Activity: Look at every line below and count those containing "numbered". Answer with the number only.

Task input:
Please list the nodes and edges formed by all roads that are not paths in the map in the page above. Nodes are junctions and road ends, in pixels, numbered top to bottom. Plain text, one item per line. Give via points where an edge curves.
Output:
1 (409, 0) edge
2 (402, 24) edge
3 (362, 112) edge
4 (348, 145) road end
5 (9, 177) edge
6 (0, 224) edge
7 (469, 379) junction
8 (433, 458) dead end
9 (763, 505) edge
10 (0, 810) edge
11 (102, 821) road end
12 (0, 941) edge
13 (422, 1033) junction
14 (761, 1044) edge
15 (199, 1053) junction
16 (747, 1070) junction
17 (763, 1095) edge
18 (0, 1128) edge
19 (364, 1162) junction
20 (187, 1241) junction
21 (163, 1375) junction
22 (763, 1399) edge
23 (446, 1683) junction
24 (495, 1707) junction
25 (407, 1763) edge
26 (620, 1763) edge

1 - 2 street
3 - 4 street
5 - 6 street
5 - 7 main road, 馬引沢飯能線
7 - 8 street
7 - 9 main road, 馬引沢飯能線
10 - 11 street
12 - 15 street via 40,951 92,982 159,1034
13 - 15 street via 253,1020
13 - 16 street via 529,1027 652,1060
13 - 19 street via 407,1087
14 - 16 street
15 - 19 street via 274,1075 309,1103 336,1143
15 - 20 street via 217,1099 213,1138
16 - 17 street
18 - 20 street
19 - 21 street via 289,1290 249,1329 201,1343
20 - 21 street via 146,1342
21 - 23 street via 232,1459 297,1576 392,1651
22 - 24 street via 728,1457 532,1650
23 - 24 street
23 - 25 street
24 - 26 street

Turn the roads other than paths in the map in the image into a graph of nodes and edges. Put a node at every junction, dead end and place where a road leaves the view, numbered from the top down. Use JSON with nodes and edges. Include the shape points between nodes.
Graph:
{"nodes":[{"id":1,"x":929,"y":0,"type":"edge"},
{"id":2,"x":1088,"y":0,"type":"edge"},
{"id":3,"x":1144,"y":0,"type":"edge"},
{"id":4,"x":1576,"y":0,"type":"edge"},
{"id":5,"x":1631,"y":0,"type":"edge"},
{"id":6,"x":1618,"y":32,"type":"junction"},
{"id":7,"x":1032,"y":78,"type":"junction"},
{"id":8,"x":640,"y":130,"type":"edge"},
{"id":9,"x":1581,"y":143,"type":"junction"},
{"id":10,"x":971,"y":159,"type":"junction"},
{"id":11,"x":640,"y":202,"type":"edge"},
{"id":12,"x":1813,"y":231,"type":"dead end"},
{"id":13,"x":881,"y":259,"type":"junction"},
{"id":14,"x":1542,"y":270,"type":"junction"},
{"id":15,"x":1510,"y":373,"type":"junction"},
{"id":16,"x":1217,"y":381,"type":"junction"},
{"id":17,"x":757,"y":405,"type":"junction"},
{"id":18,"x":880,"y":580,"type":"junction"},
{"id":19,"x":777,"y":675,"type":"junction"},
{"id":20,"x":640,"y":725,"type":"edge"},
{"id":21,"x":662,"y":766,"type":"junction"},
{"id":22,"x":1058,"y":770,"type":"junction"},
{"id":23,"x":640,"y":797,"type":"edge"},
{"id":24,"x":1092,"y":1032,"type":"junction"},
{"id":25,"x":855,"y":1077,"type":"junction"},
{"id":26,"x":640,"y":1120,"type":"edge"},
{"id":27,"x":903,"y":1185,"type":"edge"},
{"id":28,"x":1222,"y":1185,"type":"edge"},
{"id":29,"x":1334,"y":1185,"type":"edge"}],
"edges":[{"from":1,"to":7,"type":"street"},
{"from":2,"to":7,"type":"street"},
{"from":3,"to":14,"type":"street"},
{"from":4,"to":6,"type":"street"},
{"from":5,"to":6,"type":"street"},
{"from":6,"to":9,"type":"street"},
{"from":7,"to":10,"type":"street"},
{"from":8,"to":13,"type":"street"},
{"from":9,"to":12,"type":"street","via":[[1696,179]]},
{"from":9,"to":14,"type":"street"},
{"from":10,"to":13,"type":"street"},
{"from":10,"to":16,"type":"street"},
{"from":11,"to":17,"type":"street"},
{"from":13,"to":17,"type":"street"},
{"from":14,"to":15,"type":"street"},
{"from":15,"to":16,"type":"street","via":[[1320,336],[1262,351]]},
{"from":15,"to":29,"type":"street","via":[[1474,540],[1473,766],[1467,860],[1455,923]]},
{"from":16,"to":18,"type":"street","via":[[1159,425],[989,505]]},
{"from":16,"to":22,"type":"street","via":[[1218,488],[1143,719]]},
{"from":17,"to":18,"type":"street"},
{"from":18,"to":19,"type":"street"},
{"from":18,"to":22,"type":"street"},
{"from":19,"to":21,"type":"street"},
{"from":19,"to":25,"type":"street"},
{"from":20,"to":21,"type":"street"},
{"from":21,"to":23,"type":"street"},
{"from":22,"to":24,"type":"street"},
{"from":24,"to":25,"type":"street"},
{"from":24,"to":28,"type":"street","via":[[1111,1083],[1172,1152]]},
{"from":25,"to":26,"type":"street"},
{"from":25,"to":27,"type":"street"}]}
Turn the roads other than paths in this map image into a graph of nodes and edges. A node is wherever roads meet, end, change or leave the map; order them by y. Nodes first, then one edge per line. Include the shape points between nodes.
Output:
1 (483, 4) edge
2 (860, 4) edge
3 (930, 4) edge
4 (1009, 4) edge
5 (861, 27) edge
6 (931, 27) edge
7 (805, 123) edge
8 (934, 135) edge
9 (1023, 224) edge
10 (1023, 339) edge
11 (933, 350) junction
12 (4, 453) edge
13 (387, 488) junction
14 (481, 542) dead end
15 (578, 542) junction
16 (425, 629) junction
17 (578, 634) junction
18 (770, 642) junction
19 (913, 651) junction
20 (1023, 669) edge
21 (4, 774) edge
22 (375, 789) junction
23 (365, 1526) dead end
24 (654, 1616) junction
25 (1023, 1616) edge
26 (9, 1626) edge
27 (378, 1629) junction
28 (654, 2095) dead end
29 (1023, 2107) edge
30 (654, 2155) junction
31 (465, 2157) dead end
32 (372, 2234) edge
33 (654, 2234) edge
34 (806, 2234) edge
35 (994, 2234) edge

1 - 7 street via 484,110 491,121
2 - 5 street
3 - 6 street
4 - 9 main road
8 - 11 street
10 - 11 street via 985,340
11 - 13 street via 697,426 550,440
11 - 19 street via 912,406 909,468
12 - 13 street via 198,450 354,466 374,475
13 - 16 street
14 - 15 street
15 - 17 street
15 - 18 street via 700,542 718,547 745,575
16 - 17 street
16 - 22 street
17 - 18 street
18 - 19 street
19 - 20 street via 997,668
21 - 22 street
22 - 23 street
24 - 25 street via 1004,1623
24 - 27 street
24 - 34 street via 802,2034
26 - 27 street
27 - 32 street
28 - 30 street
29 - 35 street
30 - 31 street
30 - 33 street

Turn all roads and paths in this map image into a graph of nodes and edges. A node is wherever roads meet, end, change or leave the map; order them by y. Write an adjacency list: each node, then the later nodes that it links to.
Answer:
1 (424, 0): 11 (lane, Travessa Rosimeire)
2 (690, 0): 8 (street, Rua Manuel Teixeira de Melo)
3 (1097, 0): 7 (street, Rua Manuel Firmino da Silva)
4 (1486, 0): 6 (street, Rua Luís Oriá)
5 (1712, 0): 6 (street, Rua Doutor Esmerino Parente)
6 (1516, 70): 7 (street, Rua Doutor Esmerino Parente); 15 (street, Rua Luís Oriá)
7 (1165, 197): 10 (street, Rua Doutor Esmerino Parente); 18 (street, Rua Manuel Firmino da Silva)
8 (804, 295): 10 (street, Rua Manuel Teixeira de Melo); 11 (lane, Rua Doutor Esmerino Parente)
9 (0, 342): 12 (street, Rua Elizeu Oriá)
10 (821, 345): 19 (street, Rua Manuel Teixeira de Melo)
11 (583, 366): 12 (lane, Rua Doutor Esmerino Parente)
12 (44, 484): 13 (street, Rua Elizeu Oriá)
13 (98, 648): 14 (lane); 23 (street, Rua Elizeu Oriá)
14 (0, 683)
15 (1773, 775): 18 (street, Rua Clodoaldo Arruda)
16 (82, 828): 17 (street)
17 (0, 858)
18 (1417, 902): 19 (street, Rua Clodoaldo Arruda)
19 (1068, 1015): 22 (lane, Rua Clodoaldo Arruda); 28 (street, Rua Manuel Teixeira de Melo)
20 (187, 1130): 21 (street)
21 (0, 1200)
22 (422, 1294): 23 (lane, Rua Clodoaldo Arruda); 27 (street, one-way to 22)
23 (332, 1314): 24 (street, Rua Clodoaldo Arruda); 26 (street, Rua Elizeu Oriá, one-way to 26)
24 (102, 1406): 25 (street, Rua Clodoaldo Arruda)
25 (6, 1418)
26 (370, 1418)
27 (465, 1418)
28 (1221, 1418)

Output for this exercise: 2